● **AIM OF THE EXERCISE**:
Within the records, how many lines hold the word "street"? State that number alone.

● **DATA**:
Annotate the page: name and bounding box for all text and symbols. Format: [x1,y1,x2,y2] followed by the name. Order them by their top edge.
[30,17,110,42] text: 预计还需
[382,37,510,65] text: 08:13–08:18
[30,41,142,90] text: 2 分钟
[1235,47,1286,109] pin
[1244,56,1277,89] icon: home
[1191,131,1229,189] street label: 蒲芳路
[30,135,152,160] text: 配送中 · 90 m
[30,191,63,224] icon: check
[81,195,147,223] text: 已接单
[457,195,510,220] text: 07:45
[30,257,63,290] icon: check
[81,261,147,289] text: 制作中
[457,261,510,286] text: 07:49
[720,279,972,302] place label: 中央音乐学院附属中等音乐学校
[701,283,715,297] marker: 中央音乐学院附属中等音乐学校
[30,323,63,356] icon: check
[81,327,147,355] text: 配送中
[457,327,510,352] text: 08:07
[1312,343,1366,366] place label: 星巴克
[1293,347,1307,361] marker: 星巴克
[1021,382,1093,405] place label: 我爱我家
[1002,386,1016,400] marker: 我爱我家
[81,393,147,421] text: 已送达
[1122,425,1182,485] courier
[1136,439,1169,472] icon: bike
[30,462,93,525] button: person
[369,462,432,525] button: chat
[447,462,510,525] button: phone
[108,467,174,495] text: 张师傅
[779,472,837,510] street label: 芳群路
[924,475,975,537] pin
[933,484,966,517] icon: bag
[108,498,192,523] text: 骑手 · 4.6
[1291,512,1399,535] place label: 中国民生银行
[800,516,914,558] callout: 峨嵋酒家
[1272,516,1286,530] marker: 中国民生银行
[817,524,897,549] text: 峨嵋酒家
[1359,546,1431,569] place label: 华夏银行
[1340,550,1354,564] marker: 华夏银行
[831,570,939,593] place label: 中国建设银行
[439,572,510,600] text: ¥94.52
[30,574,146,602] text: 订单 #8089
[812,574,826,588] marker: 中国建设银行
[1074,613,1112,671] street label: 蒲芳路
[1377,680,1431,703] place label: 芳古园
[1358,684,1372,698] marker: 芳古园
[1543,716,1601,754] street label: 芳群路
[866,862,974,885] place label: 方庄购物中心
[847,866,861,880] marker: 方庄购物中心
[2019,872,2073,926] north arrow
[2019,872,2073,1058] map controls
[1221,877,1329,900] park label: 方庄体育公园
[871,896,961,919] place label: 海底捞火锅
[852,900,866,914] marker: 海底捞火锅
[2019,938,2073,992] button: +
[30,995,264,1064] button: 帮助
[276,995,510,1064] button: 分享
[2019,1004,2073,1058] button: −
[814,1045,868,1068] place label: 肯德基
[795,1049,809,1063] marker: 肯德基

● **WRITTEN RESPONSE**:
4